I spent about 10 years working as a senior manager at Québec's environment ministry, so I appreciate your frustration. The private sector would always point to two major irritants: the amount of time it took to obtain approvals and, especially, the lack of any distinction between high-impact projects and low-impact ones. I would often see employees take longer to deal with a low-impact project, and to develop legislation addressing production methods rather than desired results. This was a major source of frustration for companies.

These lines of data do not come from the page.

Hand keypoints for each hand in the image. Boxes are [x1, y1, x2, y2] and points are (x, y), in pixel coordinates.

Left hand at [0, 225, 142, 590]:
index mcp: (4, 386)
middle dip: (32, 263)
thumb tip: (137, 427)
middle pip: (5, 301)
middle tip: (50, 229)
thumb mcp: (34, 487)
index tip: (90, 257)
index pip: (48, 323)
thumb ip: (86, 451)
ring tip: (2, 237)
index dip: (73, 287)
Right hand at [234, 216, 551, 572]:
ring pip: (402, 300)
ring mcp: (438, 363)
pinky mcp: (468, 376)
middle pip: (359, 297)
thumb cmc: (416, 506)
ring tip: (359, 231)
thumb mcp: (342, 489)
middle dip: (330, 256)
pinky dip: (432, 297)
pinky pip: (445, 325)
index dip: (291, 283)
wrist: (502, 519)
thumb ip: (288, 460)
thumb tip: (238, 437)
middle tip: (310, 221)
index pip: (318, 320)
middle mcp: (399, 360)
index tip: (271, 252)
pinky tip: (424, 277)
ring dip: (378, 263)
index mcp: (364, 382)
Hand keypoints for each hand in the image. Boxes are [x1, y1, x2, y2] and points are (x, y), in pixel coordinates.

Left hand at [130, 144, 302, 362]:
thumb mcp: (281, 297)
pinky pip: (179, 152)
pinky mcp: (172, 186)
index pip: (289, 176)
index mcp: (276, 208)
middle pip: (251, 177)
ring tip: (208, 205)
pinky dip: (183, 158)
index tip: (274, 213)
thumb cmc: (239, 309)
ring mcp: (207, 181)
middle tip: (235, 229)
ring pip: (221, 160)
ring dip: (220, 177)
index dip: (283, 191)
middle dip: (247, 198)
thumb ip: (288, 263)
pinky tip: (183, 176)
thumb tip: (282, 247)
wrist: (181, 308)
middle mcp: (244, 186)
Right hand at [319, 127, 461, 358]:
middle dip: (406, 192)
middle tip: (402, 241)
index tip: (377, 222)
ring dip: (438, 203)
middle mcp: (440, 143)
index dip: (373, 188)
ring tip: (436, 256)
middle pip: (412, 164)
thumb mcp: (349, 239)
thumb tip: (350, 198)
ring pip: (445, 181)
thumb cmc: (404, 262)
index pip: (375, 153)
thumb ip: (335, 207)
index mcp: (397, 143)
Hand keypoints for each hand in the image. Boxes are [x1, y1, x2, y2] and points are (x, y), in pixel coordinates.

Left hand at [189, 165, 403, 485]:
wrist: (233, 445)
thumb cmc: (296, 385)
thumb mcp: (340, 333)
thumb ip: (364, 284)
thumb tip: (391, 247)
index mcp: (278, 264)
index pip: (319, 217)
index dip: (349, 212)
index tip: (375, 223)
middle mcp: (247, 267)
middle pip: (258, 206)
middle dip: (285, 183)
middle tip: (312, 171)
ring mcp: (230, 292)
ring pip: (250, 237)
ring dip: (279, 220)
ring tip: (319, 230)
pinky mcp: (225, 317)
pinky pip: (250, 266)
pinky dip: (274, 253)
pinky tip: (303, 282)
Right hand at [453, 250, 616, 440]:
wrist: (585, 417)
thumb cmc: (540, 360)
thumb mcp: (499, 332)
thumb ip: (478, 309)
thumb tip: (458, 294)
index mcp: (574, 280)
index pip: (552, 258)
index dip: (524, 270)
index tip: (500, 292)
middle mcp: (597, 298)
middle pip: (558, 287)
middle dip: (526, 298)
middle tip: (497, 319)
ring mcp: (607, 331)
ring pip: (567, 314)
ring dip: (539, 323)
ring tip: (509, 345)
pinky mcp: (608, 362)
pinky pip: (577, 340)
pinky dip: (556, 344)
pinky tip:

I am not sure whether you heard the previous panel of witnesses. Correct me if I am wrong, but I gather that the people in the Yukon's Aboriginal communities are uneasy about having the minister delegate some of his powers to an authority other than them. I would like to know which of the two schools of thought you, as the proponent, subscribe to. Is it better to delegate this kind of responsibility to a provincial or territorial authority, like the Yukon, or to hand the power directly over to a local authority, like the Aboriginal community? Which is your preference? My understanding, given what we heard from one witness, is that the issue seems to have more to do with politics than the environment. What is your view on the matter in terms of efficiency and effectiveness? As far as the powers that are about to be delegated under Bill S-6 are concerned, would it be better to delegate them to a provincial authority, like the Yukon, or a more local one, like an Aboriginal band or community?

[English]

Mr. Morrison: I know enough about politics that I should probably dance around this one. Seeing as I'm here, let me try to be helpful without getting too much into the issue of politics.

I will start by telling you that our LNG project was just permitted through the regulatory process. There were 38 permits required before we could put a shovel in the ground. I tell you that by way of trying to be helpful, Senator Boisvenu, because I think there are levels; it isn't one or the other but a combination.

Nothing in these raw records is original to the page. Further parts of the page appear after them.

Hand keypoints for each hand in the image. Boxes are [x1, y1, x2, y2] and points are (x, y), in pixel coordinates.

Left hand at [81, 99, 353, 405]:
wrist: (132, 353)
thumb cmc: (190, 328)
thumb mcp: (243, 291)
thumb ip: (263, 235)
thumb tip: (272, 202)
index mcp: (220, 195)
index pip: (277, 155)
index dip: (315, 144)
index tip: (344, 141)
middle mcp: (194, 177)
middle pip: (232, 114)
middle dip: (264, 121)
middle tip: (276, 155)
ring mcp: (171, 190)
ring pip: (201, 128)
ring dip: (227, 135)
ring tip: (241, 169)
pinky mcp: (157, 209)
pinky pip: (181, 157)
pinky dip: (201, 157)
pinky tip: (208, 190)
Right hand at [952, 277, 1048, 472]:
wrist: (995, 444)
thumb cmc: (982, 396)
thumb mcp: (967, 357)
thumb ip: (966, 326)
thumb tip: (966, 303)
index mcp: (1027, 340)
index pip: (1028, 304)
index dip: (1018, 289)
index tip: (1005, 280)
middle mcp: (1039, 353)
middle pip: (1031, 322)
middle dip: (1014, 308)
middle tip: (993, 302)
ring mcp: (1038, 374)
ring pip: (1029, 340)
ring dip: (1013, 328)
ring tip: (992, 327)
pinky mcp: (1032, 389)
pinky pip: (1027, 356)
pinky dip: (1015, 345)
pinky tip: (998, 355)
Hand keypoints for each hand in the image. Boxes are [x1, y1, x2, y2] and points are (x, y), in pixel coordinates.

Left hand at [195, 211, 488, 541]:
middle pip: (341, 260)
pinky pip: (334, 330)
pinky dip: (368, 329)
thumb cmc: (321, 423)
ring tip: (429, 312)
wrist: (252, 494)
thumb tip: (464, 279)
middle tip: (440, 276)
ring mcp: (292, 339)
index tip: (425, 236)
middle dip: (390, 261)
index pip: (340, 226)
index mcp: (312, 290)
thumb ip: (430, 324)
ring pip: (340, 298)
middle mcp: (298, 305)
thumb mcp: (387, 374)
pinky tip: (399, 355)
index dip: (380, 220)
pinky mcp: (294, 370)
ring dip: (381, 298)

At the local level we are dealing with First Nations directly. Our LNG project is a good example as we're on Kwanlin Dun First Nations traditional territory, which is on our land, and Ta'an Kwach'an First Nations. We have a partnership with KDFN as they will be 50 per cent owners of this project. In some instances, they are decision bodies in projects.

As I said before in response to Senator Patterson's point, my preference is that it be more local than farther away. Quite frankly, would it bother me if the directive power stayed with the federal government? That wouldn't bother me at all.

Whatever government is in Ottawa and whatever government is in the Yukon will come and go. There will be changes. If you are going to bring it down to the local level, to individual First Nations, you are starting to bring it down too far. The practicality is that they have abilities on their lands and on their properties to make rules, laws, standards and guidelines. For example, on our Carmacks-Stewart transmission line, we cross Selkirk First Nation, Little-Salmon/Carmacks First Nation and other First Nation lands. We are on settlement lands and have right-of- ways. We were prescribed what we could and couldn't do on those lands for those specific areas responding to each of the First Nations.

When you think about it that way, there is ability for all levels of government and municipalities within Yukon. We have permits from the City of Whitehorse, the Yukon government and the federal government. It is a fairly broad scope.

I don't want to think of it as a level of government or politics; I look at it more in terms of the practicalities. If it's a problem moving from the federal government down to the territorial government, then leave it at the federal level. I don't care, as long as somebody has an ability that is not legislation-based so that we don't have to go through a Parliamentary process to guide the ship; and the ship always needs to be guided by someone.

The Chair: Mr. Morrison, thank you kindly for giving up some of your time. We appreciate that. Thank you for your remarks, which were very good and will form part of our decision making.

Mr. Morrison: Thank you for the opportunity, senator.